- Cover art by Seth Siro Anton

Studio album by Vader
- Released: 23 August 2006
- Recorded: 2006, Hertz Studio, Białystok, Poland
- Genre: Death metal
- Length: 37:15
- Label: Regain, Mystic, Candlelight, Avalon Marquee
- Producer: Wojtek & Sławek Wiesławscy

Vader chronology
| The Art of War (2005) | Impressions in Blood (2006) | XXV (2008) |

Alternative cover
- special edition cover art

= Impressions in Blood =

Impressions in Blood is the seventh studio album by Polish death metal band Vader.

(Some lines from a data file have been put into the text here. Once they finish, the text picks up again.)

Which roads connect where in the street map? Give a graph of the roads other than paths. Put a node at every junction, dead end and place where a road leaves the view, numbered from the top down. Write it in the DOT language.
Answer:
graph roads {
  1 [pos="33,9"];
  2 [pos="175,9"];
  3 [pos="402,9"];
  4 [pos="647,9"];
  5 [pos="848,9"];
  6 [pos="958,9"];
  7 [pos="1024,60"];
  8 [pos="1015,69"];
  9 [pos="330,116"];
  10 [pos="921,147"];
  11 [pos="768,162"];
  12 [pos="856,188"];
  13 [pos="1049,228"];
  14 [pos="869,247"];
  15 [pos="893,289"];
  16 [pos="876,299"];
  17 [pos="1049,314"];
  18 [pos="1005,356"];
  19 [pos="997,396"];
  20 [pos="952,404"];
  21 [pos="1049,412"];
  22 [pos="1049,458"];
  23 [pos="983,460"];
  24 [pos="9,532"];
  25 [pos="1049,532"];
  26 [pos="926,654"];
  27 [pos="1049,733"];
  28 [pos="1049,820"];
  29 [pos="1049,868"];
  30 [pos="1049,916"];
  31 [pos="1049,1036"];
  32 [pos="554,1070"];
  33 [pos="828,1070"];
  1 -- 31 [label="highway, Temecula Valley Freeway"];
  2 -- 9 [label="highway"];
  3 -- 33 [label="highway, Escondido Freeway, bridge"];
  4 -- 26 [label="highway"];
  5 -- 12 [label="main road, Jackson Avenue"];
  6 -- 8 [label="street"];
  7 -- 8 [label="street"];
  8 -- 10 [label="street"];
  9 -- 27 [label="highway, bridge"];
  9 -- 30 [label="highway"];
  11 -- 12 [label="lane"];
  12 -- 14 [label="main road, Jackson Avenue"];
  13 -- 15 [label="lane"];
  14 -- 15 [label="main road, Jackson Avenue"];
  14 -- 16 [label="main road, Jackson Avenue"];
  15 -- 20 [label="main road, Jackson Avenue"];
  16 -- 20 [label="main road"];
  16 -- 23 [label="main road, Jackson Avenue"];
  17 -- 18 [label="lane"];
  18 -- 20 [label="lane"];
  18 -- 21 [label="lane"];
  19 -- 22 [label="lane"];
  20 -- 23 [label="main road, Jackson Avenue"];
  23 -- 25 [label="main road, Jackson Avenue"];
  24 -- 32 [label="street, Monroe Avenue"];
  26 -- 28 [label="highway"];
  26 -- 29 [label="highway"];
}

It was released on 23 August 2006 in Japan by Avalon Marquee with a bonus cover of "Raining Blood" by Slayer. In Poland, the album was released on 1 September 2006 via Mystic Production. The album was nominated for a Fryderyk Award in the category 'Rock/Metal Album of the Year (Album roku rock/ metal)'.

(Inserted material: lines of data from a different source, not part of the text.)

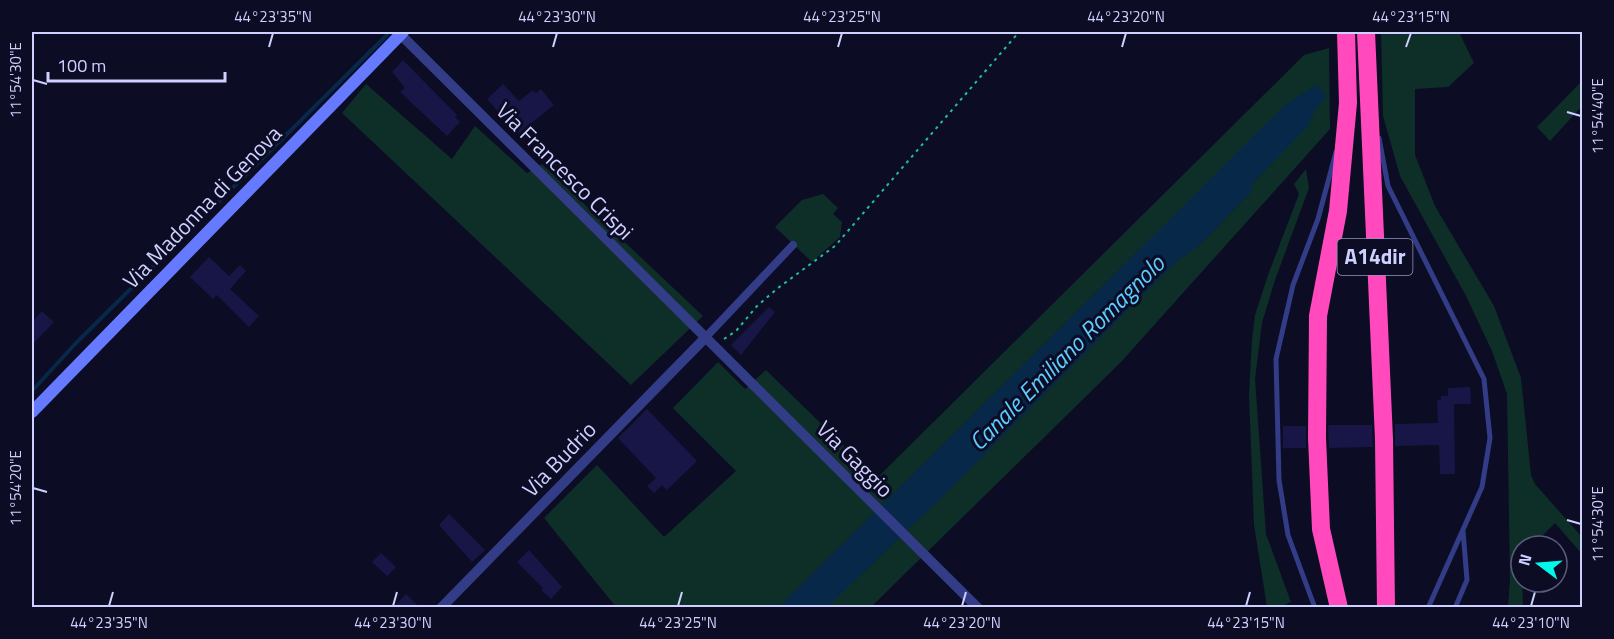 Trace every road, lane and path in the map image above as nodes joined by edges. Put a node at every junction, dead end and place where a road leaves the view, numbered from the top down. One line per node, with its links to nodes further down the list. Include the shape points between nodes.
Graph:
1 (400, 32): 8 (street, Via Francesco Crispi); 9 (main road, Via Madonna di Genova)
2 (1019, 32): 8 (path, via 835,246 778,288 726,339)
3 (1346, 32): 6 (highway, A14dir)
4 (1366, 32): 5 (highway, A14dir)
5 (1366, 74): 10 (lane, via 1388,186 1484,379 1490,438 1482,487); 15 (highway, A14dir, via 1384,439)
6 (1348, 104): 13 (lane, via 1318,219 1293,285 1276,359 1279,480 1288,536); 14 (highway, A14dir, via 1338,211 1318,316 1321,529)
7 (793, 245): 8 (street)
8 (707, 340): 11 (street, Via Budrio); 12 (street, Via Gaggio)
9 (32, 412)
10 (1463, 531): 16 (lane); 17 (lane, via 1467,580)
11 (441, 608)
12 (978, 608)
13 (1315, 608)
14 (1339, 608)
15 (1386, 608)
16 (1428, 608)
17 (1455, 608)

Impressions in Blood was recorded between April and June 2006 at Hertz Studio in Białystok, Poland, and was produced by the Wiesławscy Brothers. The album features cover art by Septicflesh bassist Seth Siro Anton. Dariusz "Daray" Brzozowski described the work on the album, saying:

The band entered the studio on 24th of [April]. First two days we spent on preparing everything, soundcheck and so on. Then I started recording my drum tracks which all in all took me 10 days... It's going to be the fastest album I've ever recorded, you will hear there a lot of blastbeats and fast double pedal drumming. This time for the recording I used OSCA 5B drumsticks, TAMA Starclassic drumkit with Ludwig 'Black Beauty' snare drum, Alchemy Professional cymbals, Aquarian Response II pads on toms and Hi-Energy on snare, Roland RT-7K triggers, D-DRUM module and finally, my current favourite thing — AXIS X-Longboards pedals which helped me to achieve a staggering level of speed.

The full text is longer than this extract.